Puanı yanında ülke sıralamasında da iki sıra daha düşüş yaşayan Türkiye, 2014 yılı endeksinde 64. sıradan 66. sıraya düştü.
Açıklamaya göre, Yolsuzluk Algı Endeksi sıralamasındaki bu düşüş, son yıllarda ilerleme olarak belirtilen tüm reformlarda bunların tersine ve olumsuz olarak değerlendirilen bir gerilemeye işaret ediyor.”
Durumumuz açıkça ortada.
***
17-25 Aralık ve sonrasında yapılanlar aklıma geldi.

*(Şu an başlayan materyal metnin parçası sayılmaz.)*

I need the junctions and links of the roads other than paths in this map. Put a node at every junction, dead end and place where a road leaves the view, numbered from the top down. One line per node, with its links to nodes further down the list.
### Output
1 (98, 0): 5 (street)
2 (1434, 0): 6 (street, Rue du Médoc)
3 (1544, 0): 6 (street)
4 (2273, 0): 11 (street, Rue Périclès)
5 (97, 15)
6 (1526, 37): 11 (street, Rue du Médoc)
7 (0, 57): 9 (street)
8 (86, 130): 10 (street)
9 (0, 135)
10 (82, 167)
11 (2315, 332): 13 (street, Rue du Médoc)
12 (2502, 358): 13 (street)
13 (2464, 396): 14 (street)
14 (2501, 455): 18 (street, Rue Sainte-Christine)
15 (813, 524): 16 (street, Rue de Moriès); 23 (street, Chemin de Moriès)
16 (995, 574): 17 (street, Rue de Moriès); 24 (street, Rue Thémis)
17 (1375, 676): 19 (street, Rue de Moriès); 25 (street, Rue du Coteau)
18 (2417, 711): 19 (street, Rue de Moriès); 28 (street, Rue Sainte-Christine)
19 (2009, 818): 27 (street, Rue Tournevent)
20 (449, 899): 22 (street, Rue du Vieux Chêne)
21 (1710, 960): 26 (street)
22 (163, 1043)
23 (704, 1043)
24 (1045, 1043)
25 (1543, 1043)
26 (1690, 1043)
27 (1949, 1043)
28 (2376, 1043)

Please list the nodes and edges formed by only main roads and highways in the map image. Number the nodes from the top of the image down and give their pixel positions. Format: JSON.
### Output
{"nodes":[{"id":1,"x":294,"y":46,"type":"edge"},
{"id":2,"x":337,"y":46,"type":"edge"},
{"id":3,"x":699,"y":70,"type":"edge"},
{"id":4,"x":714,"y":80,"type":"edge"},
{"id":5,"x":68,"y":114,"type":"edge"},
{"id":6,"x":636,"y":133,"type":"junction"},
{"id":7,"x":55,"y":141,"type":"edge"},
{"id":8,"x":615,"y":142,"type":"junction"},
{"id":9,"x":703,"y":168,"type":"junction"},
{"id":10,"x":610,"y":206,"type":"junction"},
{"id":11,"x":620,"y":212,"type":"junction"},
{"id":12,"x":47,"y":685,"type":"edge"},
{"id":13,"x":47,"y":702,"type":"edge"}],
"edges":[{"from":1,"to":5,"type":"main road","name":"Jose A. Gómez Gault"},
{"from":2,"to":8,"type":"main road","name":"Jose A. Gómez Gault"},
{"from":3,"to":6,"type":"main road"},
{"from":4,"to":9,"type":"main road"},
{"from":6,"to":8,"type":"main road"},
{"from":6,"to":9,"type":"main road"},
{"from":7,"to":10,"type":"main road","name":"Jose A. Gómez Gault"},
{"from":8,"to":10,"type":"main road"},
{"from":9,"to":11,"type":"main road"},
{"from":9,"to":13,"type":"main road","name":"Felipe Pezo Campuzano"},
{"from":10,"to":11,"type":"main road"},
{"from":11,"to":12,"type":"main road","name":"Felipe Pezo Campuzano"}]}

Yolsuzluk ve rüşvet iddiasıyla başlatılan soruşturmadan sonra siyasal iktidar, öncelikle Adli Kolluk Yönetmeliği’nde bir değişiklik yapmıştı.
Bir cümlelik yönetmelik değişikliği ile ‘zorunluluk halinde’ bile artık cumhuriyet savcılarının polise görev ve yetki alanı dışında operasyon yaptırma yetkisi kaldırılmıştı.
Daha sonra bu değişiklik Danıştay’dan döndü.
***
‘Anayasaya karşı hile’yi de o dönemde gördük.
HSYK’yı ‘yürütme’ye bağlamak için anayasaya aykırı olduğu bilindiği halde bir yasa çıkarıldı ve Anayasa Mahkemesi’nin iptali halinde bile uygulamalar geri dönmeyeceğinden HSYK hallaç pamuğu gibi atıldı.
Sulh Ceza Hâkimlikleri denen ‘tek kişilik’ mahkemeler de bu dönemin büyük icadı olarak doğdu.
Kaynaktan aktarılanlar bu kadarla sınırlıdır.